在特征探索阶段,我们发现男性和女性的获救率分别为女性的0.742038和男性的0.188908;
女性死亡以及男性存活概率明显较低,为了提升模型对于这一类群体的识别能力,我们分析数据并找到了一个重要特征“Family”,同一个family下的生存死亡模式有很大程度上是相关的,例如:有一个family有一个女性死亡,这个family其他的女性的死亡概率也比较高。

1
2
3
4
5
6
7
8
9
10
#我们标注出这些特殊的family

combine_df['Surname'] = combine_df['Name'].apply(lambda x:x.split(',')[0])
dead_female_surname = list(set(combine_df[(combine_df.Sex=='female') & (combine_df.Age>=12)
& (combine_df.Survived==0) & ((combine_df.Parch>0) | (combine_df.SibSp > 0))]['Surname'].values))
survive_male_surname = list(set(combine_df[(combine_df.Sex=='male') & (combine_df.Age>=12)
& (combine_df.Survived==1) & ((combine_df.Parch>0) | (combine_df.SibSp > 0))]['Surname'].values))
combine_df['Dead_female_family'] = np.where(combine_df['Surname'].isin(dead_female_surname),0,1)
combine_df['Survive_male_family'] = np.where(combine_df['Surname'].isin(survive_male_surname),0,1)
combine_df = combine_df.drop(['Name','Surname'],axis=1)

5.4 Age特征

根据特征探索阶段的分析,小孩的获救率明显较高,可以添加一个小孩标签属性(IsChild):

1
2
3
4
5
6
7
#Age & isChild
group = combine_df.groupby(['Title', 'Pclass'])['Age']
combine_df['Age'] = group.transform(lambda x: x.fillna(x.median()))
combine_df = combine_df.drop('Title',axis=1)
combine_df['IsChild'] = np.where(combine_df['Age']<=12,1,0)
combine_df['Age'] = pd.cut(combine_df['Age'],5)
combine_df = combine_df.drop('Age',axis=1)

5.5 Familysize

将上面提取过的Familysize再离散化

1
2
3
4
5
6
# 分箱,将Familysize=0标注为'solo',Familysize>3为'big',中间为'normal',然后对分类变量编码,转换为哑变量处理

combine_df['FamilySize'] = np.where(combine_df['SibSp']+combine_df['Parch']==0, 'Alone',
np.where(combine_df['SibSp']+combine_df['Parch']<=3, 'Small', 'Big'))
df = pd.get_dummies(combine_df['FamilySize'],prefix='FamilySize')
combine_df = pd.concat([combine_df,df],axis=1).drop(['SibSp','Parch','FamilySize'],axis=1)

5.6 Ticket特征

统计发现,【’1’, ‘2’, ‘P’】开头的Ticket获救率更高。可以标注为’High_Survival_Ticket’型票;同理【’A’,’W’,’3’,’7’】为’Low_Survival_Ticket’型票。这样得到High_Survival_Ticket和Low_Survival_Ticket两个新的特征。

1
2
3
4
5
6
combine_df['Ticket_Lett'] = combine_df['Ticket'].apply(lambda x: str(x)[0])
combine_df['Ticket_Lett'] = combine_df['Ticket_Lett'].apply(lambda x: str(x))

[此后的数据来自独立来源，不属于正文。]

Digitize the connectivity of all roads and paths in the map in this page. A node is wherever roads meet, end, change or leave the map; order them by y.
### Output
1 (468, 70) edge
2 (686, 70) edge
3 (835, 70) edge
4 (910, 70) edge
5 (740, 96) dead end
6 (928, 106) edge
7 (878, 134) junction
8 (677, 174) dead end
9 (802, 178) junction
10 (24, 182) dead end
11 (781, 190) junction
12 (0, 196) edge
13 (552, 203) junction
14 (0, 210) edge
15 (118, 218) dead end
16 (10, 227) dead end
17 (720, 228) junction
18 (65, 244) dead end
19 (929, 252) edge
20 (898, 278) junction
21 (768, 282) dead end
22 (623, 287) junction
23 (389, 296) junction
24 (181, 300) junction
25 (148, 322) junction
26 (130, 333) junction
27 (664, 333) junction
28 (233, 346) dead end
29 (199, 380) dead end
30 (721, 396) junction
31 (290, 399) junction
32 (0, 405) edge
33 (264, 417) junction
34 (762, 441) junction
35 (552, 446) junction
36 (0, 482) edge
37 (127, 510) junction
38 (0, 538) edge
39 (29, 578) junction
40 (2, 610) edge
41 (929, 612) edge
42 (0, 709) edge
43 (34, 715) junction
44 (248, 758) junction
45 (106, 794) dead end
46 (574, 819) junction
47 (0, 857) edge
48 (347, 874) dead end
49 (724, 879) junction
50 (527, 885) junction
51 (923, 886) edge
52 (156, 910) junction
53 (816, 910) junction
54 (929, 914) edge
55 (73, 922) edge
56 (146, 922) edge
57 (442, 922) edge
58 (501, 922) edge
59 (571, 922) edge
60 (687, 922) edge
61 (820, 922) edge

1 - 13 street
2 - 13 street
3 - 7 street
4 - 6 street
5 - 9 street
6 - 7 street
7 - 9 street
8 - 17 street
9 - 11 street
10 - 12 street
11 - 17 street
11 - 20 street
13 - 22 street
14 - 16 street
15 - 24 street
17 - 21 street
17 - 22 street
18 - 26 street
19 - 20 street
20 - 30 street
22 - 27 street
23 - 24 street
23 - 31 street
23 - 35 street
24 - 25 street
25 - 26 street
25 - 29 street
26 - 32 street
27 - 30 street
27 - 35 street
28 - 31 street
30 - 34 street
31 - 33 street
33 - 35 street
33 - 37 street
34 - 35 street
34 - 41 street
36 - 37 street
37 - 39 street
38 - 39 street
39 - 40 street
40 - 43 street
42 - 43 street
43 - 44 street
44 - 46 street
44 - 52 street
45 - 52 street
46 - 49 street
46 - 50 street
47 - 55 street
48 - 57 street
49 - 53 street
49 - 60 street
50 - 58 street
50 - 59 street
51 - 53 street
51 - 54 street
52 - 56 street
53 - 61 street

combine_df['High_Survival_Ticket'] = np.where(combine_df['Ticket_Lett'].isin(['1', '2', 'P']),1,0)
combine_df['Low_Survival_Ticket'] = np.where(combine_df['Ticket_Lett'].isin(['A','W','3','7']),1,0)
combine_df = combine_df.drop(['Ticket','Ticket_Lett'],axis=1)

5.7 Embarked特征

1
2
3
4
5
6
7
ax = plt.figure(figsize=(8,3)).add_subplot(111)
ax.set_xlim([-20, 80])
sns.kdeplot(train_df[train_df.Embarked=='C'].Age.dropna(), ax=ax, label='C')
sns.kdeplot(train_df[train_df.Embarked=='Q'].Age.dropna(), ax=ax, label='Q')
sns.kdeplot(train_df[train_df.Embarked=='S'].Age.dropna(), ax=ax, label='S')
ax.legend(fontsize=12)
ax.set_title('Embarked Age Dist ', size=13)
Text(0.5, 1.0, 'Embarked Age Dist ')

Embarked字段只有个别缺失,我们选择数量最多且年龄分布正常的港口进行填充

1
2
3
4
5
# 缺失港口信息填充S,并转换为哑变量

combine_df.Embarked = combine_df.Embarked.fillna('S')
df = pd.get_dummies(combine_df['Embarked'],prefix='Embarked')
combine_df = pd.concat([combine_df,df],axis=1).drop('Embarked',axis=1)

5.8 Cabin特征

Cabin特征大量缺失,我们将其转化为Cabin_isNull特征,取值域为0和1

1
2
combine_df['Cabin_isNull'] = np.where(combine_df['Cabin'].isnull(),0,1)
combine_df = combine_df.drop('Cabin',axis=1)

5.9 Pclass & Sex特征

Pclass & Sex特征进行分类数据编码,转化为哑变量:

1
2
3
4
5
6
7
# Pclass
df = pd.get_dummies(combine_df['Pclass'],prefix='Pclass')
combine_df = pd.concat([combine_df,df],axis=1).drop('Pclass',axis=1)

# Sex
df = pd.get_dummies(combine_df['Sex'],prefix='Sex')
combine_df = pd.concat([combine_df,df],axis=1).drop('Sex',axis=1)

5.10 Fare特征

缺省值用众数填充,之后进行离散化

1
2
3
4
5
#Fare
combine_df['Fare'].fillna(combine_df['Fare'].dropna().median(),inplace=True)
combine_df['Low_Fare'] = np.where(combine_df['Fare']<=8.662,1,0)
combine_df['High_Fare'] = np.where(combine_df['Fare']>=26,1,0)
combine_df = combine_df.drop('Fare',axis=1)

六、 模型训练/测试

查看我们现在有哪些特征:

1
combine_df.columns
Index(['PassengerId', 'Survived', 'Name_Len', 'Title_Master', 'Title_Miss',
       'Title_Mr', 'Title_Mrs', 'Dead_female_family', 'Survive_male_family',
       'IsChild', 'FamilySize_Alone', 'FamilySize_Big', 'FamilySize_Small',
       'High_Survival_Ticket', 'Low_Survival_Ticket', 'Embarked_C',
       'Embarked_Q', 'Embarked_S', 'Cabin_isNull', 'Pclass_1', 'Pclass_2',
       'Pclass_3', 'Sex_female', 'Sex_male', 'Low_Fare', 'High_Fare'],
      dtype='object')

所有特征转化成数值型编码:

LabelEncoder是用来对分类型特征值进行编码,即对不连续的数值或文本进行编码。其中包含以下常用方法:

  1. fit(y) :fit可看做一本空字典,y可看作要塞到字典中的词。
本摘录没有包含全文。